Esto es imparable. Estoy llorando de la risa, y
seguro que se me ha corrido la máscara de
pestañas.
Tiro con todas mis fuerzas para levantar a
Patrick del suelo. Lo hago tan rápido como puedo
para poder llegar al cuarto de baño, cosa que
hago en cuanto consigo ponerlo en pie.
—¡Disculpa! —Corro entre carcajadas al baño de
señoras y por el camino me cruzo con Sal,
que no entiende nada.
Cuando he terminado y he conseguido dejar de
reírme, vuelvo al despacho. Tom y Victoria ya
han llegado, y Sal está de rodillas recogiendo
un millón de clips del suelo.
—¿Qué ha pasado? —susurra Victoria.
—Mi mesa ha cedido —sonrío intentando contener
otro ataque de risa. Si empiezo, no pararé.

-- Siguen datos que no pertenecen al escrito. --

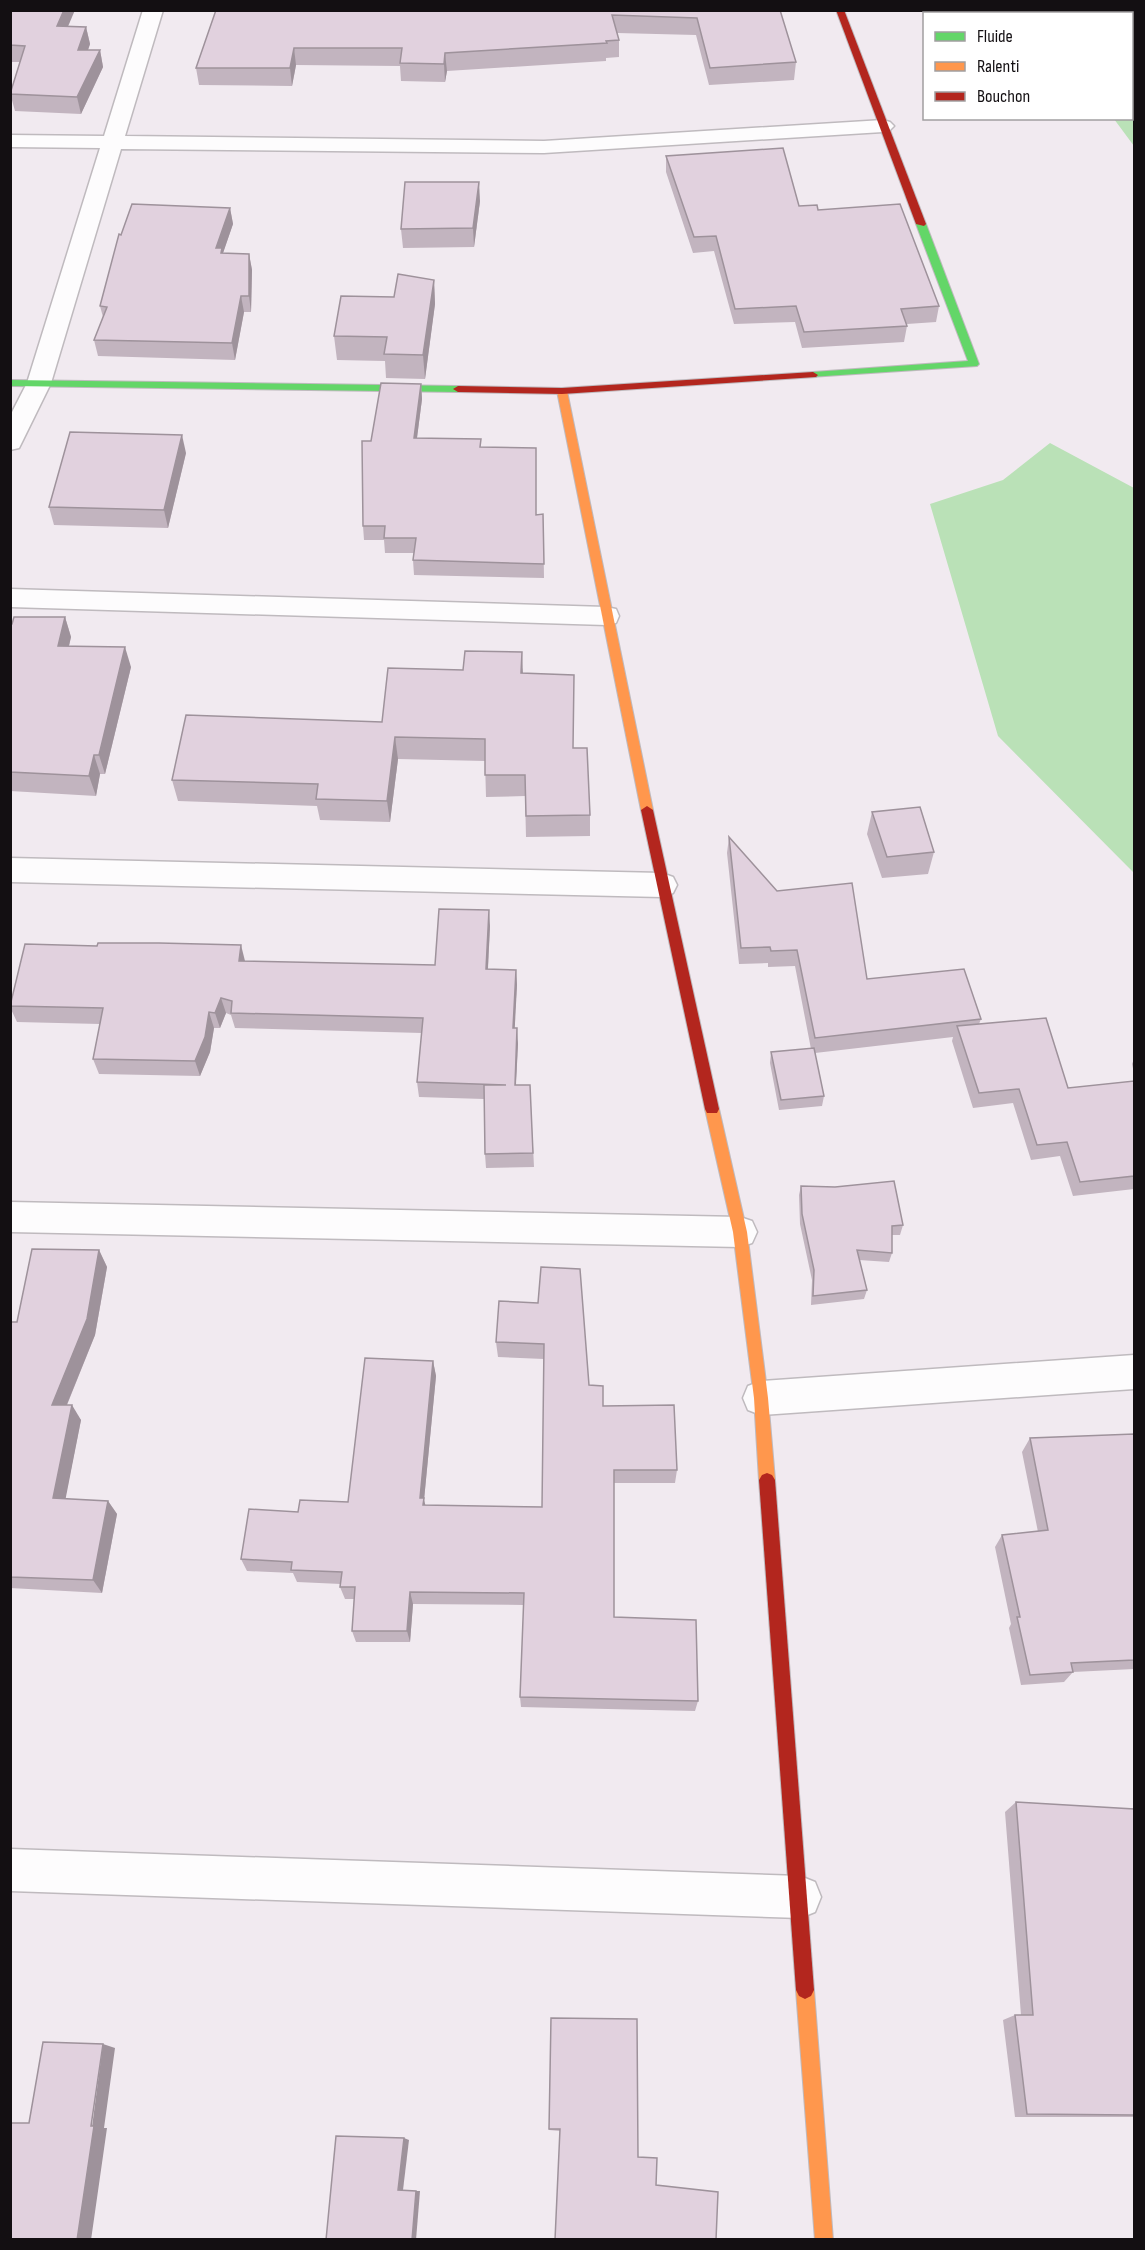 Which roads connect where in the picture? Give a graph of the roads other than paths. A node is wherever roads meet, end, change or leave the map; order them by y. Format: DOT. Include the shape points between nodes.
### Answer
graph roads {
  1 [pos="153,10"];
  2 [pos="840,10"];
  3 [pos="883,126"];
  4 [pos="10,141"];
  5 [pos="112,142"];
  6 [pos="10,383"];
  7 [pos="39,383"];
  8 [pos="562,391"];
  9 [pos="10,442"];
  10 [pos="10,598"];
  11 [pos="606,616"];
  12 [pos="10,870"];
  13 [pos="662,885"];
  14 [pos="10,1216"];
  15 [pos="740,1232"];
  16 [pos="1134,1372"];
  17 [pos="761,1398"];
  18 [pos="10,1870"];
  19 [pos="800,1897"];
  20 [pos="824,2240"];
  1 -- 5 [label="street"];
  2 -- 3 [label="street"];
  3 -- 5 [label="street" via="544,147"];
  3 -- 8 [label="street" via="975,364"];
  4 -- 5 [label="street"];
  5 -- 7 [label="street"];
  6 -- 7 [label="street"];
  7 -- 8 [label="street"];
  7 -- 9 [label="street"];
  8 -- 11 [label="street"];
  10 -- 11 [label="street"];
  11 -- 13 [label="street"];
  12 -- 13 [label="street"];
  13 -- 15 [label="street"];
  14 -- 15 [label="street"];
  15 -- 17 [label="street"];
  16 -- 17 [label="street"];
  17 -- 19 [label="street"];
  18 -- 19 [label="street"];
  19 -- 20 [label="street"];
}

—¡Me lo he perdido! —grita Tom sin poder
creérselo—. ¡Mierda! —Cuelga la mariconera en
el respaldo de su silla—. ¡Amor! ¿Cómo está la
novia?
—Bien —contesto.
—¡Es verdad! —exclama Victoria—. Cuando me case,
quiero una boda como la tuya, aunque no
en un club de sex...
Le lanzo una mirada asesina a mi compañera de
trabajo y cae en la cuenta de su casi error.

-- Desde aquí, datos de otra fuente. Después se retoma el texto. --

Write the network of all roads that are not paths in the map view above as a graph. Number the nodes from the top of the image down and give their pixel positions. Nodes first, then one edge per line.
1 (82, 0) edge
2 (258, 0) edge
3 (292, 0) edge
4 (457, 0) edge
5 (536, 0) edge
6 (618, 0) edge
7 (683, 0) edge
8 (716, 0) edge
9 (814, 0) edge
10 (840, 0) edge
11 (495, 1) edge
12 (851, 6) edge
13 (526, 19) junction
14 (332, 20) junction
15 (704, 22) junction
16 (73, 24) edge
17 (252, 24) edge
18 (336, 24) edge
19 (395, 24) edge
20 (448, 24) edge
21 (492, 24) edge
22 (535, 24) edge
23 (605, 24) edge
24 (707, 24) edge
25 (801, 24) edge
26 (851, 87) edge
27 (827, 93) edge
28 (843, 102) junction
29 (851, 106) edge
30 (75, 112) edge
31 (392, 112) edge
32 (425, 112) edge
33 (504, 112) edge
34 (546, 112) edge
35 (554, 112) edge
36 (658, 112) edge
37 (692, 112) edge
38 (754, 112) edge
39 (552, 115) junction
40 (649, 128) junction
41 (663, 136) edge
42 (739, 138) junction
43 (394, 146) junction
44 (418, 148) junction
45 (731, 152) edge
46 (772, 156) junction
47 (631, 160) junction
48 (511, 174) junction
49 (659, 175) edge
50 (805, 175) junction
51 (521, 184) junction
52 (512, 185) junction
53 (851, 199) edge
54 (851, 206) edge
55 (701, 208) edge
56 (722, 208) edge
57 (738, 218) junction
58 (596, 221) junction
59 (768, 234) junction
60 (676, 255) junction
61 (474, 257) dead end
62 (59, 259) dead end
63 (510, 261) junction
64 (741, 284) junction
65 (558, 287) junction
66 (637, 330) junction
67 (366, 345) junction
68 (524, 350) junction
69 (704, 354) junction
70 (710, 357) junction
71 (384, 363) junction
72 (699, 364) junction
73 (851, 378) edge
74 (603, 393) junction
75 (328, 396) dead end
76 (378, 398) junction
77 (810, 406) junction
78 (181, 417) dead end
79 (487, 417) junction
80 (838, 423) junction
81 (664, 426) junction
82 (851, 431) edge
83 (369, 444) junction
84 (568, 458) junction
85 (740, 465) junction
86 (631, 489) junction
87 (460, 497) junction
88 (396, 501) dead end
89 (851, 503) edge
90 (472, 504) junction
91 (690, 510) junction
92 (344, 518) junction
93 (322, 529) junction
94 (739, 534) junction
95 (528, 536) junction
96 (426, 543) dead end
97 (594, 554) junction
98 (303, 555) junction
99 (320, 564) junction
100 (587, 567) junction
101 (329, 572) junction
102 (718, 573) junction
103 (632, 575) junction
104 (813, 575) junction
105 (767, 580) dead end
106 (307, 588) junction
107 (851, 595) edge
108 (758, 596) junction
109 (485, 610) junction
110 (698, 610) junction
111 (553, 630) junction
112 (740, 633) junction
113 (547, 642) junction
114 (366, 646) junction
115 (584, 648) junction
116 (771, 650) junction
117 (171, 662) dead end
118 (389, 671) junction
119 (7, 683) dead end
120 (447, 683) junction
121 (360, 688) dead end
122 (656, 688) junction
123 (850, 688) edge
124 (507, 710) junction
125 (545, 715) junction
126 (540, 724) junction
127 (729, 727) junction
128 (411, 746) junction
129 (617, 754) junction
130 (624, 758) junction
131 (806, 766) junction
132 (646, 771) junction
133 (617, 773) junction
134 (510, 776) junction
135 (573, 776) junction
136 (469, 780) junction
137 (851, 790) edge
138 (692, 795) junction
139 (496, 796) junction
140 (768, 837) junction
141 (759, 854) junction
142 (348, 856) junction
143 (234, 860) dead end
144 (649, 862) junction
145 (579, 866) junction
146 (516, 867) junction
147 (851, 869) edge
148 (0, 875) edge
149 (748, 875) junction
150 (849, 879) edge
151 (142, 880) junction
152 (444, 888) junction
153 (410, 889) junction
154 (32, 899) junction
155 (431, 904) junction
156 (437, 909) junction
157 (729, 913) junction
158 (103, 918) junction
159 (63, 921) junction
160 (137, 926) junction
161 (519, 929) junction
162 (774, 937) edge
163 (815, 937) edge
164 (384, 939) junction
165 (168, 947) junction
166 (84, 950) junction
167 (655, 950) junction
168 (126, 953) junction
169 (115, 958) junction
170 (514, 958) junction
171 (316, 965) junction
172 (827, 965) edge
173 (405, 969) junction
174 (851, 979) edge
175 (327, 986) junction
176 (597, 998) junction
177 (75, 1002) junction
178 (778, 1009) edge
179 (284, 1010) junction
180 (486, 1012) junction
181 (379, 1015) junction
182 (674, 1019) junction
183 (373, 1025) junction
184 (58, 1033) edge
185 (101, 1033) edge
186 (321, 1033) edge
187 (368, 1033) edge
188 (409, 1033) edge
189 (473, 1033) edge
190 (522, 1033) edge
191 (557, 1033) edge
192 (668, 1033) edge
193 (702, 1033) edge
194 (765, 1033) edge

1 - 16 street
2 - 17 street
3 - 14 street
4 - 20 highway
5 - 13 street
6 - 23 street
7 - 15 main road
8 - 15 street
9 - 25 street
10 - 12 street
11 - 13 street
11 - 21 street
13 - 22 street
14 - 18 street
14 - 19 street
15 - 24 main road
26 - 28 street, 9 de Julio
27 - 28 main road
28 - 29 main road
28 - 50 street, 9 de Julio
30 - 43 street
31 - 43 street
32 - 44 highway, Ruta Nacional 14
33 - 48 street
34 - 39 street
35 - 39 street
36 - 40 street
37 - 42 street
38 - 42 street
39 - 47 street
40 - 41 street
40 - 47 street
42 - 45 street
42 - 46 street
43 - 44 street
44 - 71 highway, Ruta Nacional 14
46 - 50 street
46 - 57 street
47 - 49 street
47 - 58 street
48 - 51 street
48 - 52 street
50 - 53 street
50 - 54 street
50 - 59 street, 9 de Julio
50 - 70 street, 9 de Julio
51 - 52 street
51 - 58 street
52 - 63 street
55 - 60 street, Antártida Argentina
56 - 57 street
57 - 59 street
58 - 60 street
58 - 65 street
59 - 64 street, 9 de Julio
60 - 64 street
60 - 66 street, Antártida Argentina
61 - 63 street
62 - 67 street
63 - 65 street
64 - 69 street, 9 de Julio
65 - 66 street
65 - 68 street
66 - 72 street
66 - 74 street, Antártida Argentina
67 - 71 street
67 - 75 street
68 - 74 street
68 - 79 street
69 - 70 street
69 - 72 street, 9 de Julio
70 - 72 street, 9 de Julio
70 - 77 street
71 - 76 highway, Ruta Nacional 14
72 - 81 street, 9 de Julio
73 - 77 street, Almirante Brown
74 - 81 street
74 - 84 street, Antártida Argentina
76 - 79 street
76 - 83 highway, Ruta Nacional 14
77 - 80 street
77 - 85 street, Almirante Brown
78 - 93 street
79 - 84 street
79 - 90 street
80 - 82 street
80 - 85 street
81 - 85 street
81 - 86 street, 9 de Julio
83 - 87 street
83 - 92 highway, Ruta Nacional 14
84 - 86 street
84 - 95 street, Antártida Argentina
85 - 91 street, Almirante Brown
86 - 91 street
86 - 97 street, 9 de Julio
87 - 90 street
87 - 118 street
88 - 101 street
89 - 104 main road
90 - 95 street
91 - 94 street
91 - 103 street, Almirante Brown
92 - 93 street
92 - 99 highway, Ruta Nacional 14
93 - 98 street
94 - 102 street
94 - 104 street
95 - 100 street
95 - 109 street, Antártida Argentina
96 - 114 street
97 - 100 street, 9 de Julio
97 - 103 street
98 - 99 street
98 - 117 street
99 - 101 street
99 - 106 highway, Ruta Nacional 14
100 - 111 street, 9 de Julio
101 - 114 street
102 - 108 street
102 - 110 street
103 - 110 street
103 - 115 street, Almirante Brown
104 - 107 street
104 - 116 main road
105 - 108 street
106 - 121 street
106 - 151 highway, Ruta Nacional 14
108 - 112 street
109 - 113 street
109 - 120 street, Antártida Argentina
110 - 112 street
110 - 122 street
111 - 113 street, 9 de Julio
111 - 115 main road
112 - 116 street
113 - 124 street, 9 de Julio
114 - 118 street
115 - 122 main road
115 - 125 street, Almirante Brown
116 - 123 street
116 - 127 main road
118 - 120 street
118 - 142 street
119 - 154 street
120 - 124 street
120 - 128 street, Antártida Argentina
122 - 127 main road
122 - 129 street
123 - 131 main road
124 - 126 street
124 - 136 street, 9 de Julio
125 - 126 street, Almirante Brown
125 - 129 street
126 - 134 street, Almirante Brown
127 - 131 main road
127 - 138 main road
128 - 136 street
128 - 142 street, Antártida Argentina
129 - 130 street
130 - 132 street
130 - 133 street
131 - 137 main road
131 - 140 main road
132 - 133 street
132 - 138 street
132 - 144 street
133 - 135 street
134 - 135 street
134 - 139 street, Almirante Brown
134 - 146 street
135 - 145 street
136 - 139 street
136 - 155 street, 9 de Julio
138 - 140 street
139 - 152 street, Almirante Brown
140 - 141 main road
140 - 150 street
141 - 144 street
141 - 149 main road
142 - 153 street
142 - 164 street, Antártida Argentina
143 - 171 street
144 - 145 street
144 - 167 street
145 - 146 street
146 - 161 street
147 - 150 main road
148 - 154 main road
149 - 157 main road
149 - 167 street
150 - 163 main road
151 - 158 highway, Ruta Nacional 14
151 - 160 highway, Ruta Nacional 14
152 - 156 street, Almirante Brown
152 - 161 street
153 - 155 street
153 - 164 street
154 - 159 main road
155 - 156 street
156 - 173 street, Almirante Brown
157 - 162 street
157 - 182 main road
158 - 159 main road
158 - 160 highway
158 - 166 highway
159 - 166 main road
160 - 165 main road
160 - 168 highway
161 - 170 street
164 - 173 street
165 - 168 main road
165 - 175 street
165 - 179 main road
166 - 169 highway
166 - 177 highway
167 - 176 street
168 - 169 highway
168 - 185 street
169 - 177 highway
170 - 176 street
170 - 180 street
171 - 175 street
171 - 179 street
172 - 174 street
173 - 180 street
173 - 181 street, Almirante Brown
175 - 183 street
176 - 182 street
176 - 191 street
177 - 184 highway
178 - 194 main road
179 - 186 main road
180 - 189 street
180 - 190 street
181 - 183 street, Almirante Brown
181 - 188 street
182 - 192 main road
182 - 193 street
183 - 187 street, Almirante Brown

Cierra la boca y se va a su mesa.
Me arrodillo para ayudar a Sal.
—Fue precioso, Ava —dice con tono soñador—. Eres
muy afortunada.
Las dulces palabras de Sal sólo me ponen de peor
humor, hasta que mi móvil empieza a sonar
en mi bolso. Me quedo mirándolo, sentada entre
el caos de los restos de mi mesa. No puedo hablar
con él. Me sorprende un poco que haya tardado
tanto en llamarme, y más aún que no insistiera
anoche. Está claro que sabe que se ha pasado de
la raya. No puedo ni imaginarme cómo se encuentra.
Seguro que ha salido a correr mil veces por los
parques.
Sal me mira expectante pero me limito a sonreír
y a seguir recogiendo clips. Me pregunto por
qué, de todas las cosas que hay en el suelo,
estamos recogiendo las más pequeñas.
—Ahora lo llamo —le digo a Sal mientras pienso
que en realidad esto es muy terapéutico.
Cuando hemos terminado, ella se levanta y va a
la cocina a preparar café, mientras que yo me
levanto y voy al despacho de mi jefe. Llamo a la
puerta y me asomo. Está sentado en su sillón, a su
mesa, un poco colorado, peinándose.
—¿Estás bien, Patrick? —pregunto mordiéndome el
labio cuando veo que se ha abrochado la
chaqueta para que no se le vea la barriga.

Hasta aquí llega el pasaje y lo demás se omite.